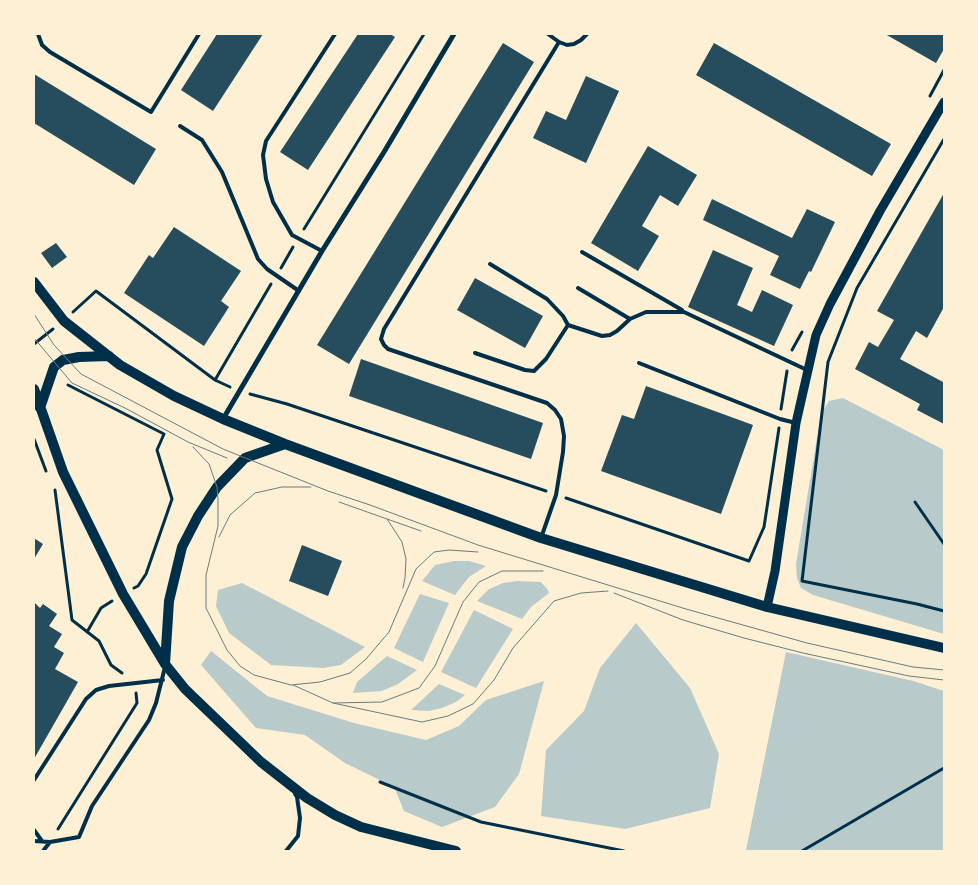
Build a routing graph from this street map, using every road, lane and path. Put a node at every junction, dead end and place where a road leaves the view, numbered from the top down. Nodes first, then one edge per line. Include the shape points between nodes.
1 (38, 34) edge
2 (199, 34) edge
3 (335, 34) edge
4 (424, 34) edge
5 (454, 34) edge
6 (548, 34) edge
7 (587, 34) edge
8 (559, 42) junction
9 (944, 102) edge
10 (180, 126) dead end
11 (944, 140) edge
12 (298, 239) junction
13 (322, 251) junction
14 (582, 252) dead end
15 (490, 264) dead end
16 (276, 275) junction
17 (34, 282) edge
18 (578, 288) dead end
19 (96, 291) dead end
20 (299, 291) junction
21 (684, 312) junction
22 (630, 319) junction
23 (568, 325) junction
24 (475, 353) dead end
25 (109, 356) junction
26 (639, 363) dead end
27 (807, 370) junction
28 (68, 385) dead end
29 (34, 389) edge
30 (252, 394) dead end
31 (40, 408) junction
32 (223, 419) junction
33 (796, 423) junction
34 (34, 439) edge
35 (285, 444) junction
36 (48, 474) dead end
37 (54, 487) dead end
38 (556, 495) junction
39 (914, 502) dead end
40 (542, 538) junction
41 (944, 544) edge
42 (749, 561) dead end
43 (123, 594) junction
44 (767, 607) junction
45 (944, 611) edge
46 (87, 632) junction
47 (944, 648) edge
48 (165, 664) junction
49 (163, 680) junction
50 (135, 683) junction
51 (944, 768) edge
52 (34, 780) edge
53 (380, 782) dead end
54 (289, 784) junction
55 (34, 830) edge
56 (34, 841) edge
57 (42, 841) junction
58 (50, 842) junction
59 (43, 851) edge
60 (286, 851) edge
61 (456, 851) edge
62 (624, 851) edge
63 (802, 851) edge

1 - 2 lane via 42,45 50,52 151,112
3 - 12 lane via 266,141 263,155 273,202 292,235
4 - 12 path
5 - 13 street
6 - 8 lane
7 - 8 lane via 574,44
8 - 38 lane via 384,329 382,339 388,349 547,403 555,410 561,419 564,436
9 - 27 street via 880,210 830,304 816,335
10 - 16 lane via 202,140 222,172 258,259
11 - 45 path via 857,288 828,362 802,581
12 - 13 lane
12 - 16 path
13 - 20 street
14 - 21 lane
15 - 23 lane via 547,299
16 - 19 path via 214,380
16 - 20 lane
17 - 25 main road via 64,321
18 - 22 lane
20 - 32 street
21 - 22 lane via 646,312
21 - 27 lane
22 - 23 lane via 617,331 602,336
23 - 24 lane via 534,371
25 - 31 main road via 63,360 54,367
25 - 32 main road via 174,396
26 - 33 lane
27 - 33 street
28 - 43 path via 164,434 157,450 172,499 146,574 138,586
29 - 31 main road
30 - 38 path
31 - 43 main road via 63,472
32 - 35 main road
33 - 44 street
34 - 36 path
35 - 40 main road
35 - 48 main road via 245,458 217,487 198,516 182,547 169,601
37 - 46 path via 72,620
38 - 40 lane
38 - 42 path
39 - 41 path
40 - 44 main road
43 - 46 path via 101,608
43 - 48 main road
44 - 47 main road
46 - 50 path via 99,641 111,665
48 - 49 lane
48 - 54 main road via 214,718
49 - 50 lane
49 - 58 lane via 149,720 92,806 80,837
50 - 52 lane via 96,690 86,699
50 - 58 path via 137,703
51 - 63 path
53 - 62 path via 480,822
54 - 60 lane via 297,797 300,818 298,836
54 - 61 main road via 334,815 362,828
55 - 57 lane
56 - 57 lane
57 - 58 lane
58 - 59 lane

*-*-*

AIM OF THE EXERCISE: Tell how many lines above contain the word "street". Give the number alone.

RESULT BELOW: 7